So beginning last fall he started quietly pulling the levers. Hundreds of exhausted programmers streaming back from the front lines of the Windows 95 coding effort found themselves thanked, paid and returned to the front to battle Netscape. Line managers killed million-dollar projects and refocused entire divisions in the space of hours. In one instance, the company decided it needed to jump-start an effort to develop programs in the Java computer language, a key to creating Internet applications. So John Ludwig, a rising Microsoft star who runs the Internet tools group, simply walked into a room of programmers who were working on something else and told them to stop.
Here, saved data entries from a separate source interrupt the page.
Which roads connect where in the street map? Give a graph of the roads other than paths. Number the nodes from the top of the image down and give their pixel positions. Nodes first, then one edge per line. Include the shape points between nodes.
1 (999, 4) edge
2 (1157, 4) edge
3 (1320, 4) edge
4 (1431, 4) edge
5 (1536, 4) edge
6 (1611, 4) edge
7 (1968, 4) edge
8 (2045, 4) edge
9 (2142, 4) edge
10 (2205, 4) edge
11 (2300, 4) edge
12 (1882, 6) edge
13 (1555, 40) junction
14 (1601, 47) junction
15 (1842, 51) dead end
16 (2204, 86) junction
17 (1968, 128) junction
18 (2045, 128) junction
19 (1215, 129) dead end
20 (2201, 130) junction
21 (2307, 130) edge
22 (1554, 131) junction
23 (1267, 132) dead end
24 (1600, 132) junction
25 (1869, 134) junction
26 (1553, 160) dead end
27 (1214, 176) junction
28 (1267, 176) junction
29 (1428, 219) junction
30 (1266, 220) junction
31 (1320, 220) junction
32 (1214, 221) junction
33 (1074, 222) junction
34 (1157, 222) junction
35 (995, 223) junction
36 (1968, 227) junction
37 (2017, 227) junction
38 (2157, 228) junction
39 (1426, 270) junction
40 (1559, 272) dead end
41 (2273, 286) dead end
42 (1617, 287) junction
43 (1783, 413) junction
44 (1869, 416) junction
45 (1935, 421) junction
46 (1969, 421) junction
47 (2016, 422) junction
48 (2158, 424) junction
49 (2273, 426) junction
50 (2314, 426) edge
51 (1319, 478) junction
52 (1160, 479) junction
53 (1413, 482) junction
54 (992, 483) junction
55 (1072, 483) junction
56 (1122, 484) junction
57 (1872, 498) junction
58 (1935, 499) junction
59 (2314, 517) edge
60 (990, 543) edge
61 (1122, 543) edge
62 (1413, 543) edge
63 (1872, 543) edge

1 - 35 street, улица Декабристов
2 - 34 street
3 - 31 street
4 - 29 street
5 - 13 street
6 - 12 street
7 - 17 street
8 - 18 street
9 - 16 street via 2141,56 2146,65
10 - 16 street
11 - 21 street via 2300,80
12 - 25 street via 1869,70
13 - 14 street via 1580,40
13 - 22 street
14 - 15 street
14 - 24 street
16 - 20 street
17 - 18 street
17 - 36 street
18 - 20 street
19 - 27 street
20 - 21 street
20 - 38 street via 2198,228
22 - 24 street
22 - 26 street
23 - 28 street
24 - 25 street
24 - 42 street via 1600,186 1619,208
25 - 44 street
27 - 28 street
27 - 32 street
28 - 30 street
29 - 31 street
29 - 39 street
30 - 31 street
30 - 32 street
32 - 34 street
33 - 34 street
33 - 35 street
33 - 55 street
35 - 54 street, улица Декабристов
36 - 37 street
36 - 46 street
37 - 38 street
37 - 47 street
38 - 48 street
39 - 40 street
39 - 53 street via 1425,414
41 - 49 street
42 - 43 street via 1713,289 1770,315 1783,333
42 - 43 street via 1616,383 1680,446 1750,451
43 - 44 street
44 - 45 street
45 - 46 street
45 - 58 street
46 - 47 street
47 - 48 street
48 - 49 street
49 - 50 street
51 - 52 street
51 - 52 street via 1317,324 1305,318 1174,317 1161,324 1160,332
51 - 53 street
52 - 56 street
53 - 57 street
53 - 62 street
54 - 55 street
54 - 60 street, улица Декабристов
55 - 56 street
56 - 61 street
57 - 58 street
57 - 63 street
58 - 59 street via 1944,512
Microsoft appreciated their efforts, he said, but a bigger challenge had emerged. "We had to get on the stick on Java," he says. "I told them, 'Clear that source code off your machine, and start working on Java today.'" Four months later, the complex new coding was done.
The strategy guiding those difficult tactical decisions was something Gates referred to as "embrace and extend." Rather than invent a whole new service to compete with the Internet, Microsoft would "embrace" current Net standards and then "extend" them. In practical terms, that meant do everything Netscape did and then add the extra functionality that would give Microsoft a winning edge. If Netscape let Web browsers look at pages from around the world, Microsoft would let users look at the same Web pages but from within familiar applications, such as Microsoft Word. If Navigator could play sound, Explorer would play CD-quality sound. It was the sort of one-upmanship that Gates had perfected in dozens of similar software fights. Although frequently second to market with a product, Microsoft always won by outfeaturing and outlasting its competitors.
That put extra pressure on Microsoft to deliver a world-class browser. Explorer 2.0, the browser Microsoft released early this spring, was a poor second cousin to Navigator 2.0. Gates knew Internet Explorer 3.0 had to be far better. So the company began throwing bodies at the problem. From August to November 1995, the browser group grew from eight to 30 employees. By the time Explorer 3.0 was released last month, that number had risen to 800.